> [WHAT THE TASK ASKS] From the material below, return every line that includes "西九龍走廊".

────────────────────

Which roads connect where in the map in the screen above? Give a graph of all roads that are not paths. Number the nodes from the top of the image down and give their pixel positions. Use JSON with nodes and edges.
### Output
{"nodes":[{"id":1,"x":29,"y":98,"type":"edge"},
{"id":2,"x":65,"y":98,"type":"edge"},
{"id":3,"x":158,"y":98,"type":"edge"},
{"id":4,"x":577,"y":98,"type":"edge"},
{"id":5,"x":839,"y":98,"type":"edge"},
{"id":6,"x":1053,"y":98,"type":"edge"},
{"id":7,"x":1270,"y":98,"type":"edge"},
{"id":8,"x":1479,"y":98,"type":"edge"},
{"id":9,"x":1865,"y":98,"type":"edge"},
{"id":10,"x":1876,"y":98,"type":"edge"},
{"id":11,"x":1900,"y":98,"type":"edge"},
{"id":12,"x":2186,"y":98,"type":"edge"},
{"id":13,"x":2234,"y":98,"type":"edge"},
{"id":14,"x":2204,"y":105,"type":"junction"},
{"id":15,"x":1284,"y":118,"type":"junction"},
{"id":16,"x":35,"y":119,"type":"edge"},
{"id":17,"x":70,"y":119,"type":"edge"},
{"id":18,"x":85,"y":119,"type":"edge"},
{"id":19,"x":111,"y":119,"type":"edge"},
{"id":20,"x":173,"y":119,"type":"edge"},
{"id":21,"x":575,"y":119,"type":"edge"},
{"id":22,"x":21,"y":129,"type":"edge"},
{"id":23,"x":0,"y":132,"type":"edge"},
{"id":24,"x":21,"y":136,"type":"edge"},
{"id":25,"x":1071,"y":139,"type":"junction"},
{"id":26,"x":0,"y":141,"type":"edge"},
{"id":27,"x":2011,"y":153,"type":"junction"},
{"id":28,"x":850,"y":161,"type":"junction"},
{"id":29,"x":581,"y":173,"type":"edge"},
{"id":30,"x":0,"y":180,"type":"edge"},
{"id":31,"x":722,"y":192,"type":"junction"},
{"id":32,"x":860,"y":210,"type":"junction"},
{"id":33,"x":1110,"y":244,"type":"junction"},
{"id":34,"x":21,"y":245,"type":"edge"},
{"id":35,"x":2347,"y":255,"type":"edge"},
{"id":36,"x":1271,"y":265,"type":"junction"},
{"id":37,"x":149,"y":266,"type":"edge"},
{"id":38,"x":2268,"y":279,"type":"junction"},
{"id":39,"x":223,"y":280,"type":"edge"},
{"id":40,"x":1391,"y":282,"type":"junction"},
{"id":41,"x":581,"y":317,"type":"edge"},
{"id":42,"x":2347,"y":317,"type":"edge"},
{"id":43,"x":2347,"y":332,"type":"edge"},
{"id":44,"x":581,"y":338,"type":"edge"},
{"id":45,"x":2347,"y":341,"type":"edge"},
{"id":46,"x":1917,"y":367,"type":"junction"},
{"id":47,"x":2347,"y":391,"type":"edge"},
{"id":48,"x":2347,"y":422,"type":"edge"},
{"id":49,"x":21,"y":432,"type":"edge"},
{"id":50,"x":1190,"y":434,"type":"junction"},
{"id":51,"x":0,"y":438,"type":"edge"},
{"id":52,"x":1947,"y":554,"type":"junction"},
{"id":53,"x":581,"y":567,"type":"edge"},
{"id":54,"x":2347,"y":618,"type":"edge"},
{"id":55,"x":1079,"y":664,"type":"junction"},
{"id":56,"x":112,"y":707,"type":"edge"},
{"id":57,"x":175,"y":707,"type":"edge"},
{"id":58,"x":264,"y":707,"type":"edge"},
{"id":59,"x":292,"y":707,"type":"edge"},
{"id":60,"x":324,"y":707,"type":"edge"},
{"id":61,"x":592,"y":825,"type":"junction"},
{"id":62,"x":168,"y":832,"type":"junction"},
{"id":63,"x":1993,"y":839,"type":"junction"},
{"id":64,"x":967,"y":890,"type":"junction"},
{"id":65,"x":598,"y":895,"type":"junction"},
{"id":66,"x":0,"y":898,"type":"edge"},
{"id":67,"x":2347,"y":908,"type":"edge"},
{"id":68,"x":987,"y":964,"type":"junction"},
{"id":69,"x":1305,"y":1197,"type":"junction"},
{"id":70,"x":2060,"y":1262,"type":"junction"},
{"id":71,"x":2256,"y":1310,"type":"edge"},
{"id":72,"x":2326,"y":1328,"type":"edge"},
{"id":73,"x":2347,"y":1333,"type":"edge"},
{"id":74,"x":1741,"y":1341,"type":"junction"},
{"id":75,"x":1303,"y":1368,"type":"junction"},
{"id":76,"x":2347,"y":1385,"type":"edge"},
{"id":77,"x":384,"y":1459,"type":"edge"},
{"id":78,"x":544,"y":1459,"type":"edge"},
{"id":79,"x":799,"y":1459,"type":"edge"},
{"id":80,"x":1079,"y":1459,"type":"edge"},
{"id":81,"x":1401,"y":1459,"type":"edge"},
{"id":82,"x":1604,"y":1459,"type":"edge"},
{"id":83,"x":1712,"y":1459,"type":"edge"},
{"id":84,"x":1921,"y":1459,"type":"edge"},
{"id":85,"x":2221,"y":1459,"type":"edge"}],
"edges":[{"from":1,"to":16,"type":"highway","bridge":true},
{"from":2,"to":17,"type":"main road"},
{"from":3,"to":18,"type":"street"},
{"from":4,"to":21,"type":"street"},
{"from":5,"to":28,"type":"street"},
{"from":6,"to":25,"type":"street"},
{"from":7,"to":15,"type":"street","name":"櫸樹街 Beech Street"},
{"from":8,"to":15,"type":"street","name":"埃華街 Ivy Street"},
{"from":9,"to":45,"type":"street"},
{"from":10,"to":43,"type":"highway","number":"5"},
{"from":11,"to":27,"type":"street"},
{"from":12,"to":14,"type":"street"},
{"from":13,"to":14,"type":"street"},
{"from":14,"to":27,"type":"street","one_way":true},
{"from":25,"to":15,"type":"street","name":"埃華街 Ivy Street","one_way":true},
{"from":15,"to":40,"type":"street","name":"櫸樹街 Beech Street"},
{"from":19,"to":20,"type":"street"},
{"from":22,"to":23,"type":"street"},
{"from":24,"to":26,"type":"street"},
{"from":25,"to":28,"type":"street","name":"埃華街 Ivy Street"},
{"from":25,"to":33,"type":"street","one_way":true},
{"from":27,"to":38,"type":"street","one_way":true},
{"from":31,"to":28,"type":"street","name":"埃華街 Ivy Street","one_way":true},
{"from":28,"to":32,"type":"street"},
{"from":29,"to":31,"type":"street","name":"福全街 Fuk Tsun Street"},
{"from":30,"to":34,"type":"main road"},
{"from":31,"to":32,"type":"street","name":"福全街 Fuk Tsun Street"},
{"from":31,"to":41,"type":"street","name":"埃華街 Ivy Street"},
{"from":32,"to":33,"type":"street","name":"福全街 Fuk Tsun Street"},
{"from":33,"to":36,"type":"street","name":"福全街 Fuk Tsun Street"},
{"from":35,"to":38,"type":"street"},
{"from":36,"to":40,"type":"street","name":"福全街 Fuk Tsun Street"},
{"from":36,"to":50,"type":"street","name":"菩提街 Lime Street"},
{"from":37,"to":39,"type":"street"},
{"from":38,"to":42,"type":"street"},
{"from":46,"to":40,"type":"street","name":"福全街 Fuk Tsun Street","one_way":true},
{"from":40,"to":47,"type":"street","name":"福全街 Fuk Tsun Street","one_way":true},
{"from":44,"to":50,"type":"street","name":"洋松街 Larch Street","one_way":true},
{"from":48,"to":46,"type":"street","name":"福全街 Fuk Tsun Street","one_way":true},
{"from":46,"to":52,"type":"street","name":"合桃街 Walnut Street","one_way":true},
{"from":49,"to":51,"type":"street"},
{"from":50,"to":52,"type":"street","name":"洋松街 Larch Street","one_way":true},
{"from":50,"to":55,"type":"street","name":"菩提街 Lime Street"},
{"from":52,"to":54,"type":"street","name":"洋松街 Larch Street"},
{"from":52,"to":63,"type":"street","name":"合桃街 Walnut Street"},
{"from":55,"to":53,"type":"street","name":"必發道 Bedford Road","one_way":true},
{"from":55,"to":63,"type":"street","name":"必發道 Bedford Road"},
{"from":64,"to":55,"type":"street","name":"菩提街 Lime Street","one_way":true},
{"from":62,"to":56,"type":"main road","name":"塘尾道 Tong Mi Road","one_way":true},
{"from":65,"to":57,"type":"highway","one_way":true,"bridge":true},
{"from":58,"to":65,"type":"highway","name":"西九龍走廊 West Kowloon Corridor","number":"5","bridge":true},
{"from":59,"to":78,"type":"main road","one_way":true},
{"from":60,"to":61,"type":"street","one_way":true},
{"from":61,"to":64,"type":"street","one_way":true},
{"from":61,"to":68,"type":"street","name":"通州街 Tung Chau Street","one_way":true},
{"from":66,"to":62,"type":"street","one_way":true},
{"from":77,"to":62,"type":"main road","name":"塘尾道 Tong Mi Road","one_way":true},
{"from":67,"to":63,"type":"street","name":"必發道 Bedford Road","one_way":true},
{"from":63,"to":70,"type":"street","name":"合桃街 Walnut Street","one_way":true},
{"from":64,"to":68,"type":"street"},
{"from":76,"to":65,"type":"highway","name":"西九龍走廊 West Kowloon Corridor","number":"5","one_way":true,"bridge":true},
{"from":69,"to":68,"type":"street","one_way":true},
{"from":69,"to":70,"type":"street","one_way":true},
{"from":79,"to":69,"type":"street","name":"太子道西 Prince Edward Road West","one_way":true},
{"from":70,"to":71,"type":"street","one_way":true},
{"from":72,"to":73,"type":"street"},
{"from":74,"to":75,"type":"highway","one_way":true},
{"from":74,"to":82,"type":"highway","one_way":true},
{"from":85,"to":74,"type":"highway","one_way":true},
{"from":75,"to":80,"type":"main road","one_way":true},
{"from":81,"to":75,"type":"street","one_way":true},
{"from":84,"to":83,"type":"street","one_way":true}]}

────────────────────

> [TASK SOLUTION]
{"from":58,"to":65,"type":"highway","name":"西九龍走廊 West Kowloon Corridor","number":"5","bridge":true},
{"from":76,"to":65,"type":"highway","name":"西九龍走廊 West Kowloon Corridor","number":"5","one_way":true,"bridge":true},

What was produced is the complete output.